This article was first published in September 2022 by Endeavor, a newspaper at Everglades Correctional Institution in Miami, Florida. Aside from the headline, it appears as it was published and has not been edited by PJP.
Aramark recently took over food service operations in the Florida Department of Corrections (FDC), raising many concerns for the residents of Everglades Correctional Institution who remember services from year’s past.
The company is contracted for food service operations in over 450 correctional institutions in North America. Food service is only one of its many offerings under the banner of Aramark. They also make uniforms, operate canteens and provide care package services. Additionally, the company has services geared toward helping reduce recidivism through various means, including job training.
Residents are hard pressed to offer five-star reviews. That has been made very clear in preparing this 60 day review of food services in the hands of Aramark here at Everglades. The service offered here is a far cry from where Aramark is contracted to provide refreshments at big sports arenas or meals at conventions across the United States.
Several people were interviewed in an effort to parse out the good from the bad with an emphasis on before Aramark to now. Getting a single good comment out of anyone was bordering on unethical journalism. Even when the new incentivized items like salad, nachos, baked potato, and ice cream were referenced, it was suggested that they’re only doing those things because the state is making them do it. Of course, that is true., It is part of the contract only offered to residents of the incentivized program.
Some residents brought up smaller portion sizes, and others talked about food running out when the last dorm shows up to eat. There is a consensus that one good meal will be paid for by several bad meals to follow. And apparently no amount of ice cream can make up for some recent chili mac experiences, but tell that to the guys eating the religious diet meal (known as RDP) who lost the slim offerings of variety from their menu when Aramark took over.
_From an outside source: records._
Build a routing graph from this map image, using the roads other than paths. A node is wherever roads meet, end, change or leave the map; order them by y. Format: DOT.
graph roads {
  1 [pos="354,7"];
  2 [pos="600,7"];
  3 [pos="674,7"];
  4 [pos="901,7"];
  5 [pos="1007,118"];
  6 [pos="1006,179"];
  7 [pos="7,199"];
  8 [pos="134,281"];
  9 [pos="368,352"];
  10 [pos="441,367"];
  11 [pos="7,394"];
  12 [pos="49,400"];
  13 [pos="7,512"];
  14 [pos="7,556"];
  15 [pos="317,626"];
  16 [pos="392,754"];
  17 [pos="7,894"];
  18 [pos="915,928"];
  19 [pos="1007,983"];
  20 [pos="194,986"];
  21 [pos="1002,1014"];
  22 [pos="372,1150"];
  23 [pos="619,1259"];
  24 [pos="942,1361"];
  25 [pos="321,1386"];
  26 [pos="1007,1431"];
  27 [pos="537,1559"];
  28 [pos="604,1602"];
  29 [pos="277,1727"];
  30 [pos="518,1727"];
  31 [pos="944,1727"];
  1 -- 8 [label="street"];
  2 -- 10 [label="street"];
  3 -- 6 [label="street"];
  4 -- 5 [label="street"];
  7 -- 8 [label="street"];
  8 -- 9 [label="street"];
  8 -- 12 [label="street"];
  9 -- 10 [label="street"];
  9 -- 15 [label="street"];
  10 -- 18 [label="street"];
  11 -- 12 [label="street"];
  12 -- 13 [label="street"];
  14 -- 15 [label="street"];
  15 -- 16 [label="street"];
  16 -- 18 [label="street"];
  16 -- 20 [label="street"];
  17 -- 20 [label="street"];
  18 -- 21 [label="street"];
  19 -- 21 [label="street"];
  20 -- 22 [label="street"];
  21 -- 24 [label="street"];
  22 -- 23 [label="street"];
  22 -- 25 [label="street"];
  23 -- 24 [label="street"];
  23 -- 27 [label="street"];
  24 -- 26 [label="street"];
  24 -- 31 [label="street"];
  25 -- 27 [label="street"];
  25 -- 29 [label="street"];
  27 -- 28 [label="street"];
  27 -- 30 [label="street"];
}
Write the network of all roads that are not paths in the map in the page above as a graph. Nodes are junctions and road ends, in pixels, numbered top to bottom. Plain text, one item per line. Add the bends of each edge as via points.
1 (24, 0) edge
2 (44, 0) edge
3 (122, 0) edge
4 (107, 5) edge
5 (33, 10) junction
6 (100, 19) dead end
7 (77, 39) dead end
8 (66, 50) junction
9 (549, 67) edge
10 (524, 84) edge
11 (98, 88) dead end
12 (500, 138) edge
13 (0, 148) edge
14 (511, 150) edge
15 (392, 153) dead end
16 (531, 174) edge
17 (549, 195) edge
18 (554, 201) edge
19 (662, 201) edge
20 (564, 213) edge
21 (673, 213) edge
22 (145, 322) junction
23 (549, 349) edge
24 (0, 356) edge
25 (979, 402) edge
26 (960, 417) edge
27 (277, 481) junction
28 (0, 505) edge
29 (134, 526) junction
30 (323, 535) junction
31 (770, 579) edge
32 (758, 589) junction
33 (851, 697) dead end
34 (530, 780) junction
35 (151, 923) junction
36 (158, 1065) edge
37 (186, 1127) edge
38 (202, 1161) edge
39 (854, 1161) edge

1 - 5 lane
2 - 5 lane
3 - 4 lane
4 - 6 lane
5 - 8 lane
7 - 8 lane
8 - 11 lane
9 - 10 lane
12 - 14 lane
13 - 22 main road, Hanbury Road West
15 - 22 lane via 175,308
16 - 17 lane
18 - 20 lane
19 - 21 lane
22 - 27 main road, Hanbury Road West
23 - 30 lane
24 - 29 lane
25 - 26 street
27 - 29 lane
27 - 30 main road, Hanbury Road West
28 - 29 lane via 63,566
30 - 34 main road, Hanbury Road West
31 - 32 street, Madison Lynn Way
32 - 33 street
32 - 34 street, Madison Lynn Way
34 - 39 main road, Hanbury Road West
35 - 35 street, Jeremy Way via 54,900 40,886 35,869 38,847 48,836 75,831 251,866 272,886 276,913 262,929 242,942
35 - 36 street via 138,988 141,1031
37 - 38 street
Maybe those losses would be outweighed by ice cream if it were given to those on RDP, but even though the ice cream is kosher, it is not served to anyone on DRP. This prevents those who choose to eat according to religious beliefs from enjoying the benefits of the incentivized program which they earned to be part of through good behavior.
David Taub says it demoralizes his ability to keep kosher when he is denied a benefit provided to others who are participating in the incentivized program just as he is. “Why are kosher items being withheld from the kosher diet,” Taub asked.
Jack Kelly says Aramark could improve by simply putting out a menu so people will know when the ice cream and salads are being served. Some residents wanted to know what happened to the incentivized menu of pre-Aramark days. But overall the menu doesn’t do much good if the cooks are not trained or given what they need to make the meals what they are intended to be.
“Get the cooks to put some effort into it, and add just a little seasoning,” Staley Manker said.
Everglades Food Service Director, Mr. Valdes, said he has no plans to post a menu for when ice cream or other incentivized items will be served. This is because he often does not know when the special inventory will arrive at the institution.
Valdes says the ice cream will not be given to those on RDP because it is not part of that program, and being on that program is an individual’s choice.
If someone wants ice cream from Aramark they’ll just have to turn their back on RDP and eat the regular meal.
At the end of the day it boils down to all the parts working together perfectly, and even when that happens, not every meal will be suitable to the tastes of everybody. Could Aramark do more? Could the workers do better? Could the FDC spend more to get better? Yes, yes, and yes. Are things better today with Aramark than they were without them? That’s a matter of opinion, but many would say it’s about the same.
Disclaimer: The views in this article are those of the author. Prison Journalism Project has verified the writer’s identity and basic facts such as the names of institutions mentioned.